Edgeland Futurism was a collaborative futuring event that took place in 2014.

Edgeland Futurism asked its participants to re-imagine the near future of the southern California borderland region (San Diego and Tijuana) and encouraged inter-disciplinary, cross-generational and trans-border collaboration. With strategies and devices from speculative fiction, Surrealist ethnography, and Situationism, participants worked across different mediums to create videos, writing, sound recordings, photographs and to design speculative products, technologies, and performative interventions in the everyday. We simultaneously created an archive of the consensual speculations of a time and a place as well as engaged directly with the public through performance, interventions, screenings, workshops and even a gallery show.

Edgeland is a term that may be used to describe a geographical location where a confluence of tensions between urban, rural, corporate, domestic and militarized zones occur. We will also thought about the term “edgeland” as a container to describe alterity, difference and otherness. Because the edge is proximal to the liminal, the edgeland is a place that is highly inclined to transgressions and re-formulations of ways of knowing. We engaged critically with the duality of the edgeland as a geo-political place and as a metaphor for difference.
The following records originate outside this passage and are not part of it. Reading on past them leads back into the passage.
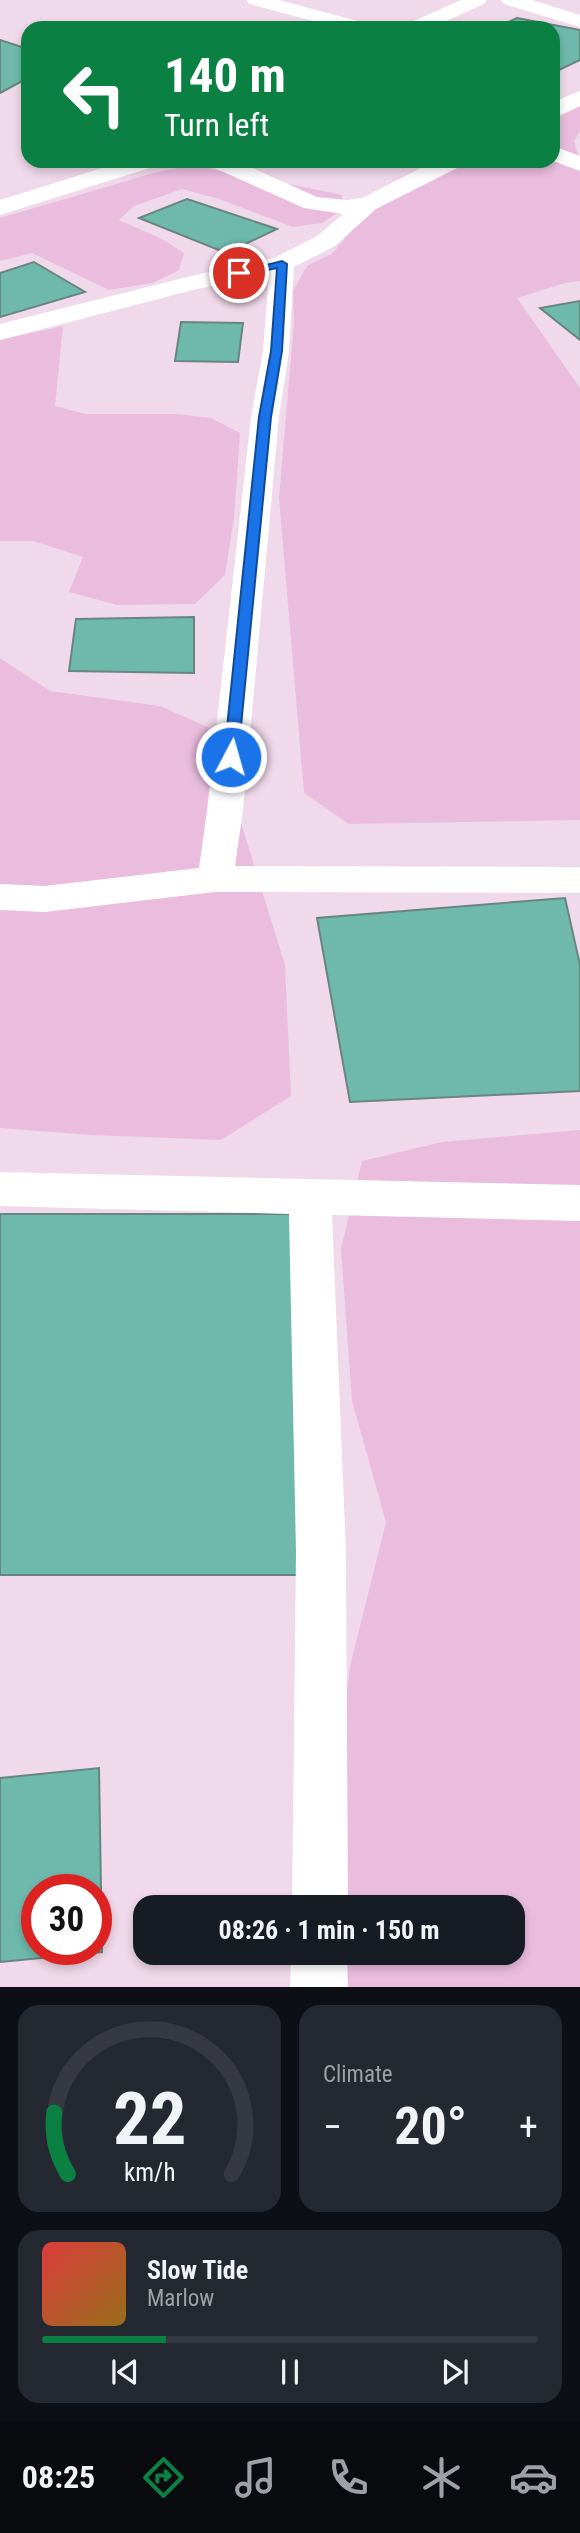 <!DOCTYPE html>
<meta charset="utf-8">
<style>
body{margin:0;font-family:"Roboto Condensed",sans-serif;background:#242831;color:#f1f3f6;height:100vh;display:flex;flex-direction:column;font-size:26px;white-space:nowrap}
*{box-sizing:border-box;margin:0}
p{font-size:23px;color:#9ea1a6}
.icon{flex:none;width:38px;height:38px;fill:none;stroke:currentColor;stroke-width:2;stroke-linecap:round;stroke-linejoin:round}
.map{position:relative;height:1987px;overflow:hidden}
.panel{display:flex;flex-direction:column;gap:18px;padding:18px;background:#0d0f14;flex:1}
.panel>*{flex:none}
.hud{position:absolute;left:21px;top:21px;width:539px;height:147px;border-radius:21px;box-shadow:0 4px 10px #0003;background:#0b8043;color:#fff;overflow:hidden}
.speed{position:absolute;left:21px;top:1874px;display:flex;gap:14px;font-size:35px;font-weight:700;text-align:center}
.speed>*{display:grid;place-content:center;width:91px;height:91px;border-radius:50%;background:#171b24;box-shadow:0 4px 10px #0003;line-height:1}
.speed .limit{border:10px solid #d22;background:#fff;color:#111}
.pin{position:absolute;display:grid;place-items:center;width:60px;height:60px;color:#fff;margin:-30px;border:4px solid #fff;border-radius:50%;box-shadow:0 2px 7px #0007}
.me{position:absolute;width:77px;margin:-38px;rotate:6deg;stroke-linejoin:round;filter:drop-shadow(0 0 5px #0008)}
.turn{display:flex;align-items:center;gap:24px;height:147px;padding:0 28px;font-size:32px}
.turn .icon{width:91px;height:91px;stroke-width:2.5}
.turn b{display:block;font-size:49px;line-height:60px}
.big{font-size:52px;font-weight:700;line-height:1.1}
.panel .widget{flex:1;display:flex;flex-direction:column;justify-content:center;gap:10px;min-width:0;padding:0 24px;border-radius:21px;background:#242831}
.panel .dial{align-items:center;gap:0}
.dial svg{height:182px;overflow:visible;fill:none;stroke:#363941;stroke-width:7;stroke-linecap:round;text-anchor:middle}
.dial text{fill:#f1f3f6;stroke:none}
.song{display:flex;align-items:center;gap:21px}
.cover{width:84px;height:84px;border-radius:10px;background:linear-gradient(135deg,hsl(0 70% 55%),hsl(40 70% 35%))}
.played{height:7px;border-radius:4px;background:linear-gradient(90deg,#0b8043 25%,#363941 25%)}
.keys{display:flex;justify-content:space-around;direction:ltr}
.heat{display:flex;justify-content:space-between;align-items:center;font-size:38px;direction:ltr}
.panel .tiles{flex:1;display:grid;gap:18px;grid-template-columns:1fr 1fr}
.widget:last-child{grid-column:span 2}
.trip{position:absolute;left:133px;top:1895px;width:392px;height:70px;border-radius:21px;background:#171b24;box-shadow:0 4px 10px #0003;font-weight:700;line-height:70px;text-align:center}
.menu{display:flex;height:112px;justify-content:space-around;align-items:center;background:#090b0e;color:#9ea1a6}
.menu .icon{width:49px;height:49px}
.menu .selected{color:#0b8043}
.menu b{font-size:32px;color:#f1f3f6}
.map>svg:first-child{display:block}
.green{fill:#eabddf}
.building{fill:#6fb9ac;stroke:#69857f;stroke-width:2;fill-rule:evenodd}
.lines{fill:none;stroke-linecap:round;stroke-linejoin:round}
.minor{fill:#fff;fill-rule:evenodd}
.route{fill:#1a73e8;stroke:#114b97;stroke-width:2}
</style>
<div class="map">
<svg width="580" height="1987" viewBox="0 0 580 1987">
<rect width="100%" height="100%" fill="#f0d9ea"/>
<g class="green">
<polygon points="580,106 580,131 574,141 580,162 580,281 565,283 517,298 580,388 580,820 349,824 304,793 279,498 294,322 293,291 307,266 333,253 371,206 425,180 476,161 553,161 553,120"/>
<path d="M195,165c49,13 98,19 147,30v15l-20,13 -29,4 -74,-28 -37,-10 -48,17 -15,14 43,19 22,14 -5,17 -26,13 -44,7 -77,-37 -32,8v-43l157,-46z"/>
<polygon points="63,326 55,406 86,414 176,414 211,418 240,433 234,518 225,575 195,604 117,605 69,592 83,557 33,541 0,541 0,340"/>
<polygon points="0,658 50,691 160,706 212,729 285,965 291,1096 221,1140 91,1135 0,1128"/>
<polygon points="580,1130 580,1987 344,1987 334,1953 513,1953 513,1908 331,1908 335,1771 351,1662 386,1522 352,1401 341,1249 362,1161 442,1142"/>
</g>
<g class="building">
<polygon points="517,18 580,30 580,60 553,73 553,28 495,28"/>
<polygon points="0,40 28,49 28,78 0,93"/>
<polygon points="187,199 277,229 226,253 139,218"/>
<polygon points="34,262 85,292 0,317 0,273"/>
<polygon points="580,301 580,340 540,308"/>
<polygon points="181,322 243,323 238,362 175,361"/>
<polygon points="194,617 194,673 69,671 76,619"/>
<polygon points="565,898 580,965 580,1091 350,1102 317,918"/>
<polygon points="0,1214 294,1214 314,1575 0,1575"/>
<path d="M99,1768l3,184 -102,10v-184zM37,1890h59v60h-59z"/>
</g>
<g class="lines">
<g class="minor">
<polygon points="246,0 279,0 369,24 372,28 339,28 249,4"/>
<polygon points="461,0 487,0 484,4 431,28 404,28 407,24"/>
<polygon points="501,0 532,0 580,15 580,27 504,4"/>
<polygon points="580,91 580,106 553,118 553,102"/>
<polygon points="553,146 580,156 580,171 553,161"/>
<polygon points="125,161 159,161 156,166 0,215 0,200"/>
<polygon points="207,161 237,161 317,197 347,200 362,198 435,161 464,161 461,166 376,209 335,246 294,267 289,351 279,417 243,811 235,866 580,867 580,893 215,892 45,912 0,910 0,884 45,886 199,868 207,811 251,417 263,351 269,274 197,289 0,340 0,324 195,275 274,258 317,236 343,214 304,208 210,166"/>
<polygon points="0,1172 580,1185 580,1221 332,1215 346,1552 348,1908 292,1908 296,1552 289,1214 0,1206"/>
<polygon points="291,1953 347,1953 348,1987 290,1987"/>
</g>
</g>
<polygon class="route" points="282,261 287,264 282,351 271,417 238,757 231,762 224,757 259,417 271,351 277,268 239,276 234,273"/>
</svg>
<div class="speed"><div class="limit">30</div></div>
<div class="pin" style="left:239px;top:273px;background:#d93025"><svg class="icon" aria-label="arrive" viewBox="0 0 24 24"><path d="M6 21V4h12l-3 4 3 4H6"/></svg></div>
<svg class="me" style="left:231px;top:757px" viewBox="-20 -20 40 40"><circle r="17" fill="#1a73e8" stroke="#fff" stroke-width="3"/><path d="M0-11L8 9 0 5-8 9z" fill="#fff"/></svg>
<div class="trip">08:26 · 1 min · 150 m</div>
<div class="hud">
<div class="turn"><svg class="icon" aria-label="left" viewBox="0 0 24 24"><path d="M17 20v-9H6M10 6l-5 5 5 5"/></svg><div><b>140 m</b>Turn left</div></div>
</div>
</div>
<section class="panel">
<div class="tiles">
<div class="widget dial"><svg viewBox="0 0 100 80">
<path d="M14 69A42 42 0 1 1 86 69"/>
<path d="M14 69A42 42 0 0 1 8 42" stroke="#0b8043"/>
<text x="50" y="56" font-size="32" font-weight="700">22</text>
<text x="50" y="72" font-size="11">km/h</text>
</svg></div>
<div class="widget"><p>Climate</p>
<div class="heat"><a>−</a><b class="big">20°</b><a>+</a></div>
</div>
<div class="widget">
<div class="song"><i class="cover"></i><div><b>Slow Tide</b><p>Marlow</p></div></div>
<div class="played"></div>
<div class="keys"><svg class="icon" aria-label="previous" viewBox="0 0 24 24"><path d="M18 5L8 12l10 7zM5 5v14"/></svg><svg class="icon" aria-label="pause" viewBox="0 0 24 24"><path d="M8 5v14M16 5v14"/></svg><svg class="icon" aria-label="next" viewBox="0 0 24 24"><path d="M6 5l10 7-10 7zM19 5v14"/></svg></div>
</div>
</div>
</section>
<nav class="menu">
<b>08:25</b>
<svg class="icon selected" aria-label="directions" viewBox="0 0 24 24"><path d="M12 3l9 9-9 9-9-9zM9 14v-3h6M13 9l2 2-2 2"/></svg>
<svg class="icon" aria-label="music" viewBox="0 0 24 24"><path d="M9 18V5l10-2v13"/><circle cx="6" cy="18" r="3"/><circle cx="16" cy="16" r="3"/></svg>
<svg class="icon" aria-label="phone" viewBox="0 0 24 24"><path d="M5 4h4l2 5-3 2q2 4 5 5l2-3 5 2v4C11 20 4 13 5 4z"/></svg>
<svg class="icon" aria-label="climate" viewBox="0 0 24 24"><path d="M12 3v18M4 7l16 10M4 17L20 7"/></svg>
<svg class="icon" aria-label="car" viewBox="0 0 24 24"><path d="M5 17H2v-5l4-1 3-4h7l3 4 3 1v5h-3M9 17h6M6 11h13"/><circle cx="7" cy="17" r="2"/><circle cx="17" cy="17" r="2"/></svg>
</nav>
Equal agency was given to "truth" and "fiction", (the latter often manifests hopes, desires, dreams and sometimes something closer to another kind of "truth"), as potential narrative devices. This trans-imaginary realm allowed for an immersive investigation of self and place and how it may be performed, embodied, mythologized and re-imagined. At the core of the project there was an element of play. Projects played with time and space, media, reality, rationality, subjectivity, speculation and empathy. This creative exercise/investigation not only produced narratives and images in our near future, but also attempt to create experiences, using cognitive estrangement to create experiential future projects.